Bug #1453: Starter is getting stuck handling ipsec reload - strongSwan

Bug #1453

Starter is getting stuck handling ipsec reload

Added by Sankar Penniboyina over 9 years ago. Updated almost 8 years ago.

Status:

Closed

Priority:

Normal

Assignee:

Tobias Brunner

Category:

starter

Target version:

5.6.1

Start date:

Due date:

Estimated time:

Affected version:

5.5.3

Resolution:

Fixed

Description

Hi,

We have several hundred connections defined in ipsec.conf. We have script which calls "ipsec reload" whenever a new connection definition is added. If the script calls "ipsec reload" few times in loop due to any reason we are seeing that starter getting stuck in the following call stack and never recovers.

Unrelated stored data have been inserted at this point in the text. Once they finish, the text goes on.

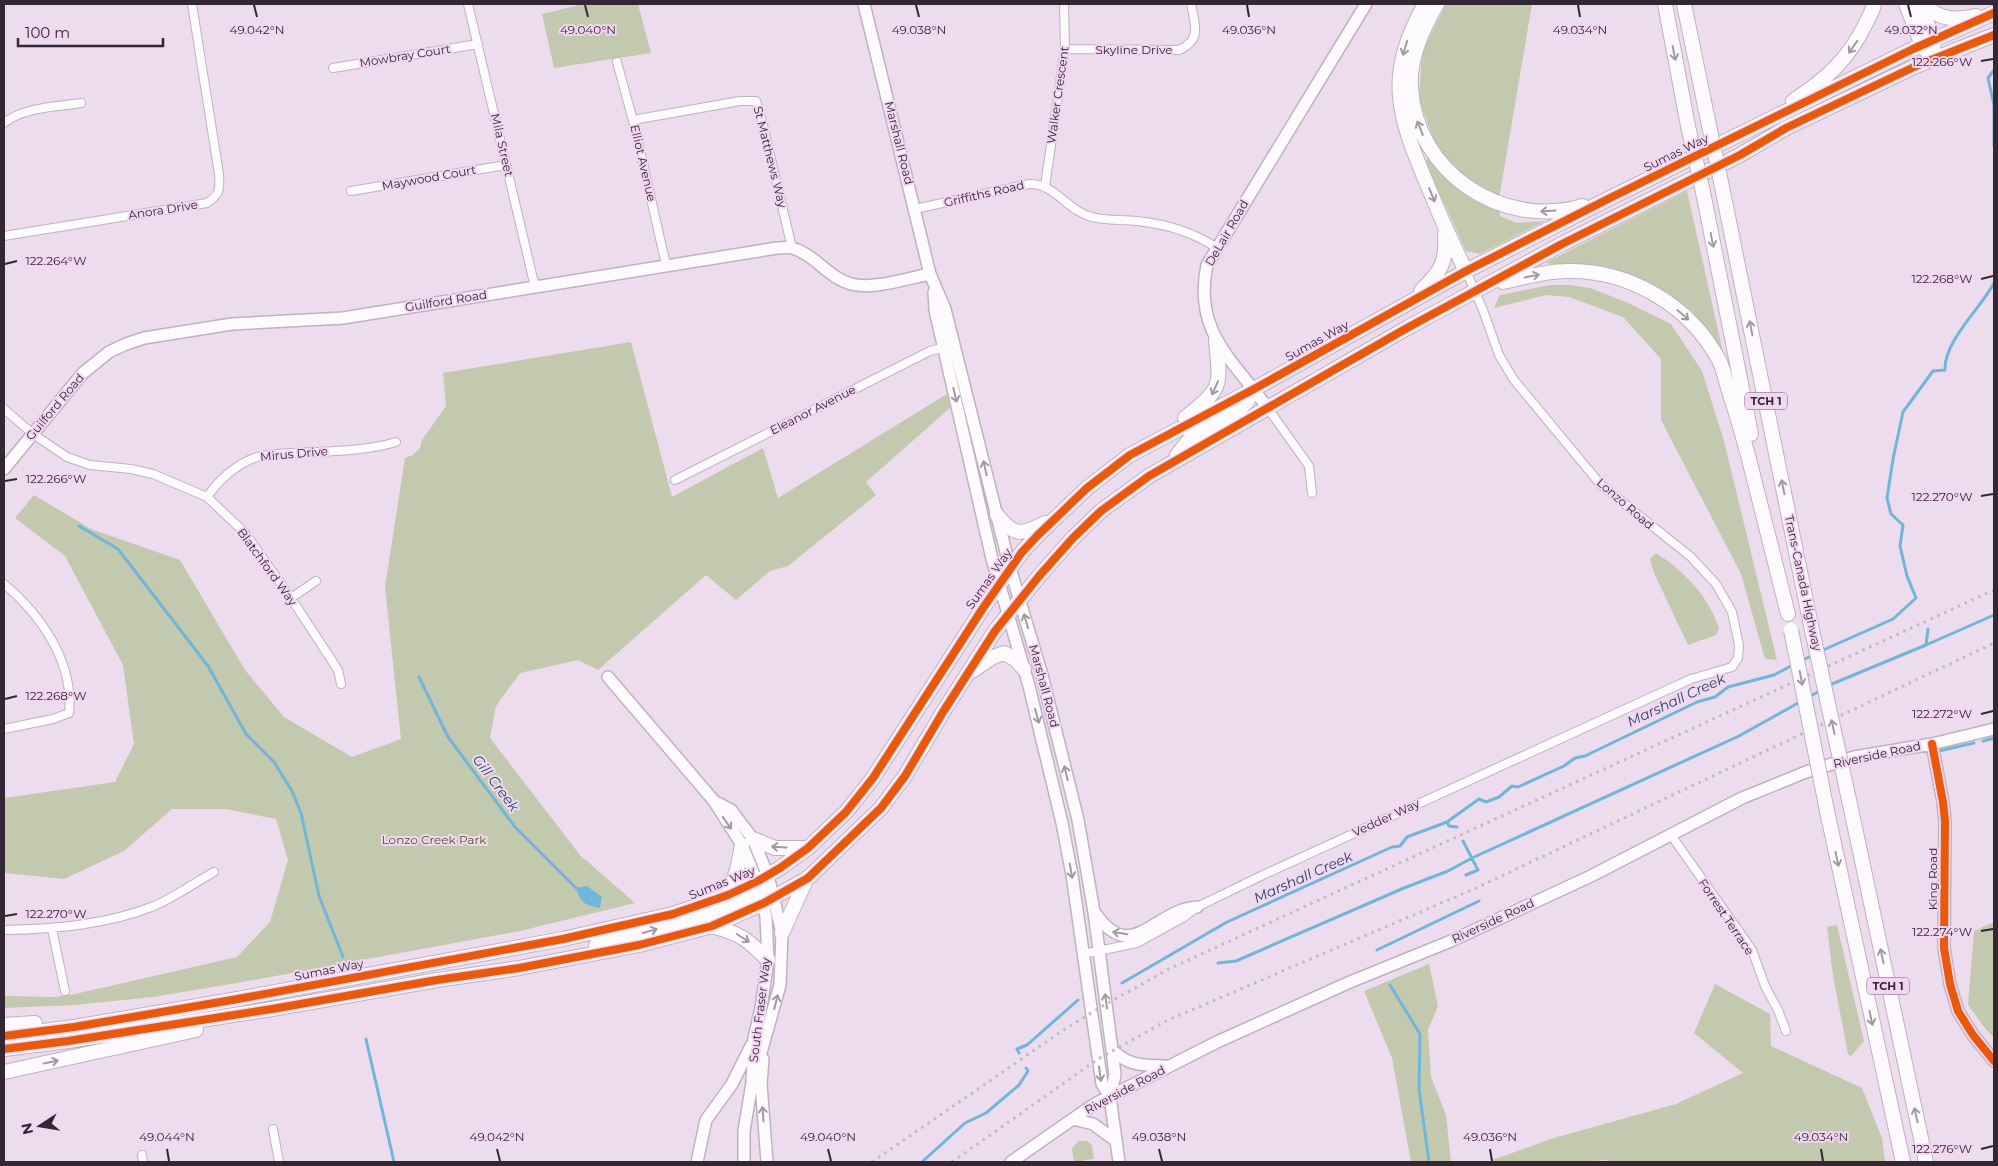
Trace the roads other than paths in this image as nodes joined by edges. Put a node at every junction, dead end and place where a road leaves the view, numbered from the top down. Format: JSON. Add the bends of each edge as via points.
{"nodes":[{"id":1,"x":192,"y":4,"type":"edge"},
{"id":2,"x":468,"y":4,"type":"edge"},
{"id":3,"x":864,"y":4,"type":"edge"},
{"id":4,"x":1064,"y":4,"type":"edge"},
{"id":5,"x":1191,"y":4,"type":"edge"},
{"id":6,"x":1366,"y":4,"type":"edge"},
{"id":7,"x":1425,"y":4,"type":"edge"},
{"id":8,"x":1437,"y":4,"type":"edge"},
{"id":9,"x":1665,"y":4,"type":"edge"},
{"id":10,"x":1684,"y":4,"type":"edge"},
{"id":11,"x":1688,"y":4,"type":"edge"},
{"id":12,"x":1874,"y":4,"type":"edge"},
{"id":13,"x":1906,"y":4,"type":"edge"},
{"id":14,"x":1919,"y":4,"type":"edge"},
{"id":15,"x":1925,"y":4,"type":"edge"},
{"id":16,"x":1994,"y":12,"type":"edge"},
{"id":17,"x":1994,"y":35,"type":"edge"},
{"id":18,"x":1928,"y":42,"type":"junction"},
{"id":19,"x":478,"y":44,"type":"junction"},
{"id":20,"x":1065,"y":49,"type":"junction"},
{"id":21,"x":1932,"y":59,"type":"junction"},
{"id":22,"x":617,"y":62,"type":"dead end"},
{"id":23,"x":1696,"y":65,"type":"junction"},
{"id":24,"x":333,"y":68,"type":"dead end"},
{"id":25,"x":81,"y":103,"type":"dead end"},
{"id":26,"x":632,"y":120,"type":"junction"},
{"id":27,"x":4,"y":123,"type":"edge"},
{"id":28,"x":1737,"y":136,"type":"junction"},
{"id":29,"x":506,"y":165,"type":"junction"},
{"id":30,"x":1045,"y":186,"type":"junction"},
{"id":31,"x":352,"y":192,"type":"dead end"},
{"id":32,"x":1612,"y":197,"type":"junction"},
{"id":33,"x":915,"y":209,"type":"junction"},
{"id":34,"x":1444,"y":226,"type":"junction"},
{"id":35,"x":4,"y":236,"type":"edge"},
{"id":36,"x":792,"y":248,"type":"junction"},
{"id":37,"x":1216,"y":248,"type":"junction"},
{"id":38,"x":666,"y":266,"type":"junction"},
{"id":39,"x":1466,"y":271,"type":"junction"},
{"id":40,"x":932,"y":278,"type":"junction"},
{"id":41,"x":535,"y":287,"type":"junction"},
{"id":42,"x":1480,"y":289,"type":"junction"},
{"id":43,"x":1406,"y":305,"type":"junction"},
{"id":44,"x":1216,"y":340,"type":"junction"},
{"id":45,"x":949,"y":346,"type":"junction"},
{"id":46,"x":1254,"y":389,"type":"junction"},
{"id":47,"x":1267,"y":407,"type":"junction"},
{"id":48,"x":4,"y":409,"type":"edge"},
{"id":49,"x":33,"y":434,"type":"junction"},
{"id":50,"x":1166,"y":435,"type":"junction"},
{"id":51,"x":396,"y":442,"type":"dead end"},
{"id":52,"x":1172,"y":462,"type":"junction"},
{"id":53,"x":4,"y":469,"type":"edge"},
{"id":54,"x":675,"y":480,"type":"dead end"},
{"id":55,"x":1312,"y":493,"type":"dead end"},
{"id":56,"x":207,"y":497,"type":"junction"},
{"id":57,"x":997,"y":515,"type":"junction"},
{"id":58,"x":1055,"y":518,"type":"junction"},
{"id":59,"x":1010,"y":568,"type":"junction"},
{"id":60,"x":316,"y":581,"type":"dead end"},
{"id":61,"x":999,"y":583,"type":"junction"},
{"id":62,"x":4,"y":584,"type":"edge"},
{"id":63,"x":291,"y":598,"type":"junction"},
{"id":64,"x":1020,"y":601,"type":"junction"},
{"id":65,"x":1788,"y":614,"type":"junction"},
{"id":66,"x":1008,"y":615,"type":"junction"},
{"id":67,"x":1024,"y":669,"type":"junction"},
{"id":68,"x":968,"y":674,"type":"junction"},
{"id":69,"x":608,"y":677,"type":"dead end"},
{"id":70,"x":1691,"y":679,"type":"joint"},
{"id":71,"x":341,"y":684,"type":"dead end"},
{"id":72,"x":4,"y":729,"type":"edge"},
{"id":73,"x":1994,"y":729,"type":"edge"},
{"id":74,"x":1932,"y":744,"type":"junction"},
{"id":75,"x":1671,"y":835,"type":"junction"},
{"id":76,"x":747,"y":842,"type":"junction"},
{"id":77,"x":808,"y":848,"type":"junction"},
{"id":78,"x":214,"y":872,"type":"dead end"},
{"id":79,"x":808,"y":878,"type":"junction"},
{"id":80,"x":762,"y":882,"type":"junction"},
{"id":81,"x":728,"y":895,"type":"junction"},
{"id":82,"x":768,"y":901,"type":"junction"},
{"id":83,"x":1197,"y":907,"type":"junction"},
{"id":84,"x":1094,"y":912,"type":"junction"},
{"id":85,"x":712,"y":926,"type":"junction"},
{"id":86,"x":52,"y":929,"type":"junction"},
{"id":87,"x":4,"y":930,"type":"edge"},
{"id":88,"x":782,"y":933,"type":"junction"},
{"id":89,"x":1099,"y":951,"type":"junction"},
{"id":90,"x":1083,"y":954,"type":"junction"},
{"id":91,"x":768,"y":960,"type":"junction"},
{"id":92,"x":519,"y":968,"type":"junction"},
{"id":93,"x":410,"y":985,"type":"junction"},
{"id":94,"x":65,"y":990,"type":"dead end"},
{"id":95,"x":232,"y":1000,"type":"junction"},
{"id":96,"x":4,"y":1025,"type":"edge"},
{"id":97,"x":1786,"y":1031,"type":"dead end"},
{"id":98,"x":4,"y":1036,"type":"edge"},
{"id":99,"x":760,"y":1039,"type":"junction"},
{"id":100,"x":4,"y":1049,"type":"edge"},
{"id":101,"x":1112,"y":1050,"type":"junction"},
{"id":102,"x":1994,"y":1061,"type":"edge"},
{"id":103,"x":1169,"y":1066,"type":"junction"},
{"id":104,"x":4,"y":1072,"type":"edge"},
{"id":105,"x":1110,"y":1097,"type":"junction"},
{"id":106,"x":1073,"y":1119,"type":"junction"},
{"id":107,"x":273,"y":1129,"type":"dead end"},
{"id":108,"x":1115,"y":1140,"type":"junction"},
{"id":109,"x":279,"y":1162,"type":"edge"},
{"id":110,"x":697,"y":1162,"type":"edge"},
{"id":111,"x":744,"y":1162,"type":"edge"},
{"id":112,"x":767,"y":1162,"type":"edge"},
{"id":113,"x":1011,"y":1162,"type":"edge"},
{"id":114,"x":1119,"y":1162,"type":"edge"},
{"id":115,"x":1902,"y":1162,"type":"edge"},
{"id":116,"x":1926,"y":1162,"type":"edge"}],
"edges":[{"from":1,"to":35,"type":"street","name":"Anora Drive","via":[[219,174],[217,196],[207,203]]},
{"from":2,"to":19,"type":"street","name":"Mila Street"},
{"from":3,"to":33,"type":"street","name":"Marshall Road"},
{"from":4,"to":20,"type":"street","name":"Walker Crescent"},
{"from":5,"to":20,"type":"street","name":"Skyline Drive","via":[[1195,36],[1188,46],[1179,50]]},
{"from":6,"to":37,"type":"street","name":"DeLair Road"},
{"from":7,"to":34,"type":"highway","one_way":true,"via":[[1402,59],[1400,101],[1405,129]]},
{"from":32,"to":8,"type":"highway","one_way":true,"via":[[1571,209],[1519,210],[1493,202],[1447,170],[1428,147],[1414,112],[1410,85],[1422,34]]},
{"from":9,"to":65,"type":"highway","name":"Trans-Canada Highway","number":"TCH 1","one_way":true,"bridge":true},
{"from":10,"to":23,"type":"highway","name":"Trans-Canada Highway","number":"TCH 1"},
{"from":11,"to":23,"type":"highway"},
{"from":12,"to":28,"type":"highway","one_way":true,"via":[[1857,41],[1834,70]]},
{"from":13,"to":18,"type":"highway"},
{"from":14,"to":18,"type":"highway"},
{"from":15,"to":16,"type":"highway","via":[[1941,16],[1950,18]]},
{"from":16,"to":18,"type":"highway","name":"Sumas Way"},
{"from":17,"to":21,"type":"highway"},
{"from":18,"to":21,"type":"highway"},
{"from":18,"to":28,"type":"highway","name":"Sumas Way"},
{"from":19,"to":24,"type":"street","name":"Mowbray Court"},
{"from":19,"to":29,"type":"street","name":"Mila Street"},
{"from":20,"to":30,"type":"street","name":"Walker Crescent"},
{"from":21,"to":42,"type":"highway","via":[[1786,128]]},
{"from":22,"to":26,"type":"street","name":"Elliot Avenue"},
{"from":116,"to":23,"type":"highway","name":"Trans-Canada Highway","number":"TCH 1","one_way":true,"bridge":true,"via":[[1810,621]]},
{"from":25,"to":27,"type":"street","via":[[32,111],[11,117]]},
{"from":26,"to":36,"type":"street","name":"St Matthews Way","via":[[740,100],[756,101]]},
{"from":26,"to":38,"type":"street","name":"Elliot Avenue"},
{"from":28,"to":32,"type":"highway","name":"Sumas Way"},
{"from":29,"to":31,"type":"street","name":"Maywood Court"},
{"from":29,"to":41,"type":"street","name":"Mila Street"},
{"from":30,"to":33,"type":"street","name":"Griffiths Road","via":[[1029,184]]},
{"from":30,"to":37,"type":"street","via":[[1072,208],[1092,217],[1140,221],[1187,231]]},
{"from":32,"to":39,"type":"highway","name":"Sumas Way"},
{"from":33,"to":40,"type":"street","name":"Marshall Road"},
{"from":34,"to":39,"type":"highway"},
{"from":34,"to":43,"type":"highway","via":[[1446,252],[1443,266]]},
{"from":36,"to":38,"type":"street","name":"Guilford Road","via":[[759,250]]},
{"from":36,"to":40,"type":"street","via":[[850,284],[874,285]]},
{"from":37,"to":44,"type":"street","name":"DeLair Road","via":[[1202,284],[1208,322]]},
{"from":38,"to":41,"type":"street","name":"Guilford Road"},
{"from":39,"to":42,"type":"street","name":"Lonzo Road"},
{"from":39,"to":43,"type":"highway","name":"Sumas Way"},
{"from":40,"to":45,"type":"street","name":"Marshall Road","via":[[935,310]]},
{"from":41,"to":49,"type":"street","name":"Guilford Road","via":[[343,318],[232,324],[144,338],[109,352],[94,363]]},
{"from":42,"to":47,"type":"highway"},
{"from":42,"to":65,"type":"highway","one_way":true,"via":[[1531,276],[1587,271],[1636,284],[1683,314],[1699,331],[1720,363],[1743,434]]},
{"from":42,"to":70,"type":"street","name":"Lonzo Road","via":[[1499,354],[1514,380],[1601,485],[1691,557],[1716,584],[1732,612],[1739,645],[1738,658],[1732,667]]},
{"from":43,"to":46,"type":"highway","name":"Sumas Way"},
{"from":44,"to":46,"type":"street","name":"DeLair Road"},
{"from":44,"to":50,"type":"highway","one_way":true,"via":[[1219,370],[1215,390]]},
{"from":45,"to":54,"type":"street","name":"Eleanor Avenue","via":[[930,351]]},
{"from":57,"to":45,"type":"street","name":"Marshall Road","one_way":true},
{"from":45,"to":61,"type":"street","name":"Marshall Road","one_way":true,"via":[[976,491]]},
{"from":46,"to":47,"type":"street","name":"DeLair Road"},
{"from":46,"to":50,"type":"highway","name":"Sumas Way"},
{"from":46,"to":52,"type":"highway","via":[[1241,407],[1193,435]]},
{"from":47,"to":52,"type":"highway"},
{"from":47,"to":55,"type":"street","name":"DeLair Road","via":[[1309,466]]},
{"from":48,"to":49,"type":"street","name":"Blatchford Way"},
{"from":49,"to":53,"type":"street","name":"Guilford Road"},
{"from":49,"to":56,"type":"street","name":"Blatchford Way","via":[[80,462],[153,474]]},
{"from":50,"to":58,"type":"highway","name":"Sumas Way","via":[[1130,455]]},
{"from":51,"to":56,"type":"street","name":"Mirus Drive","via":[[376,448],[254,458],[232,470]]},
{"from":52,"to":64,"type":"highway","via":[[1101,511],[1057,555]]},
{"from":56,"to":63,"type":"street","name":"Blatchford Way","via":[[245,533]]},
{"from":57,"to":58,"type":"highway","via":[[1006,528],[1015,532],[1031,530]]},
{"from":57,"to":59,"type":"street","name":"Marshall Road"},
{"from":58,"to":59,"type":"highway","name":"Sumas Way"},
{"from":59,"to":61,"type":"highway","name":"Sumas Way"},
{"from":59,"to":64,"type":"street","name":"Marshall Road"},
{"from":60,"to":63,"type":"street"},
{"from":61,"to":66,"type":"street","name":"Marshall Road"},
{"from":61,"to":77,"type":"highway","name":"Sumas Way","via":[[873,778],[846,812]]},
{"from":62,"to":72,"type":"street","via":[[36,615],[51,640],[64,667],[70,699],[69,713]]},
{"from":63,"to":71,"type":"street","name":"Blatchford Way","via":[[338,670]]},
{"from":64,"to":66,"type":"highway"},
{"from":84,"to":64,"type":"street","name":"Marshall Road","one_way":true,"via":[[1078,820]]},
{"from":65,"to":115,"type":"highway","name":"Trans-Canada Highway","number":"TCH 1","one_way":true,"bridge":true},
{"from":66,"to":67,"type":"street","name":"Marshall Road"},
{"from":66,"to":68,"type":"highway"},
{"from":67,"to":68,"type":"highway","via":[[1016,659],[1004,653]]},
{"from":67,"to":90,"type":"street","name":"Marshall Road","one_way":true,"via":[[1062,823]]},
{"from":68,"to":79,"type":"highway","via":[[905,776],[881,808]]},
{"from":69,"to":76,"type":"street","name":"South Fraser Way","via":[[714,801],[722,817]]},
{"from":70,"to":83,"type":"street","name":"Vedder Way"},
{"from":73,"to":74,"type":"street","name":"Riverside Road"},
{"from":74,"to":75,"type":"street","name":"Riverside Road","via":[[1854,757],[1806,772],[1742,798]]},
{"from":74,"to":102,"type":"street","name":"King Road","via":[[1945,821],[1944,948],[1950,984],[1958,1011]]},
{"from":75,"to":97,"type":"street","name":"Forrest Terrace","via":[[1752,950]]},
{"from":75,"to":103,"type":"street","name":"Riverside Road","via":[[1460,937],[1268,1018]]},
{"from":77,"to":76,"type":"highway","one_way":true,"via":[[775,848]]},
{"from":76,"to":80,"type":"street","name":"South Fraser Way"},
{"from":76,"to":81,"type":"highway"},
{"from":77,"to":80,"type":"highway","name":"Sumas Way"},
{"from":78,"to":86,"type":"street","via":[[154,906],[108,920]]},
{"from":79,"to":82,"type":"highway"},
{"from":79,"to":88,"type":"highway"},
{"from":80,"to":81,"type":"highway","name":"Sumas Way"},
{"from":80,"to":82,"type":"street","name":"South Fraser Way"},
{"from":92,"to":80,"type":"highway","one_way":true,"via":[[697,918],[736,904]]},
{"from":81,"to":95,"type":"highway","name":"Sumas Way","via":[[673,914],[563,939]]},
{"from":82,"to":85,"type":"highway"},
{"from":82,"to":88,"type":"street","name":"South Fraser Way"},
{"from":82,"to":91,"type":"street","name":"South Fraser Way"},
{"from":83,"to":84,"type":"street","one_way":true,"via":[[1182,910],[1132,935],[1114,933]]},
{"from":83,"to":89,"type":"street","name":"Vedder Way","via":[[1145,939]]},
{"from":84,"to":89,"type":"street","name":"Marshall Road"},
{"from":85,"to":91,"type":"highway","one_way":true,"via":[[744,937]]},
{"from":85,"to":92,"type":"highway","via":[[639,945]]},
{"from":86,"to":87,"type":"street"},
{"from":86,"to":94,"type":"street"},
{"from":99,"to":88,"type":"street","name":"South Fraser Way","one_way":true,"via":[[780,985]]},
{"from":89,"to":90,"type":"street","name":"Vedder Way"},
{"from":101,"to":89,"type":"street","name":"Marshall Road","one_way":true},
{"from":90,"to":105,"type":"street","name":"Marshall Road","one_way":true,"via":[[1102,1084]]},
{"from":91,"to":99,"type":"street","name":"South Fraser Way"},
{"from":92,"to":93,"type":"highway"},
{"from":93,"to":100,"type":"highway","via":[[156,1028]]},
{"from":104,"to":93,"type":"highway","one_way":true,"via":[[202,1028],[316,1008]]},
{"from":95,"to":96,"type":"highway"},
{"from":95,"to":98,"type":"highway","name":"Sumas Way"},
{"from":99,"to":110,"type":"street","via":[[706,1120]]},
{"from":99,"to":111,"type":"street","name":"South Fraser Way","via":[[744,1131]]},
{"from":112,"to":99,"type":"street","one_way":true},
{"from":101,"to":103,"type":"street","via":[[1132,1064]]},
{"from":101,"to":105,"type":"street","name":"Marshall Road","via":[[1114,1075]]},
{"from":103,"to":105,"type":"street","name":"Riverside Road"},
{"from":105,"to":106,"type":"street","name":"Riverside Road"},
{"from":105,"to":108,"type":"street","name":"Marshall Road"},
{"from":106,"to":108,"type":"street","via":[[1093,1124]]},
{"from":106,"to":113,"type":"street","name":"Riverside Road"},
{"from":107,"to":109,"type":"street"},
{"from":108,"to":114,"type":"street","name":"Marshall Road"}]}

We started seeing this issue after upgraded to 5.3.5. Any help in debugging this issue is highly appreciated.

(gdb) bt
#0  0x00007faeee9edcb0 in __write_nocancel () from /lib/x86_64-linux-gnu/libpthread.so.0
#1  0x00007faeeee31c25 in update (this=<optimized out>) at processing/watcher.c:121
#2  0x00007faeeee31cce in remove_ (this=0xf60490, fd=6) at processing/watcher.c:490
#3  0x00007faeeee2cc1e in destroy (this=0xfe2730) at networking/streams/stream.c:263
#4  0x0000000000405dc3 in send_stroke_msg (msg=0xf61840) at starterstroke.c:119
#5  0x0000000000406476 in starter_stroke_add_conn (cfg=0xfd0e30, conn=0xfbe000) at starterstroke.c:280
#6  0x0000000000403023 in main (argc=<optimized out>, argv=<optimized out>) at starter.c:902

(gdb) info threads
  Id   Target Id         Frame
* 1    Thread 0x7faeef276700 (LWP 25088) "starter" 0x00007faeee9edcb0 in __write_nocancel () from /lib/x86_64-linux-gnu/libpthread.so.0

strongswan-5.5.3-watcher-fix.patch (1.47 KB) strongswan-5.5.3-watcher-fix.patch

Tomas Paukrt, 06.09.2017 18:32

Related issues

History

#1 Updated by Tobias Brunner over 9 years ago

Description updated (diff)
Category set to starter
Status changed from New to Feedback

If the script calls "ipsec reload" few times in loop

That command just sends a SIGUSR1 to the starter daemon. I haven't looked into this in detail yet, but maybe the signal handling/multi threading does not interact very well at that point.

On the other hand you perhaps should just call ipsec reload once from your script if any changes occurred and not for every single change. Actually, you should probably use ipsec update, which has no effect on unchanged connections. And you might want to have a look at vici/swanctl.

We started seeing this issue after upgraded to 5.3.5

What version did you use before? (Streams and watcher_t are used since 5.2.0)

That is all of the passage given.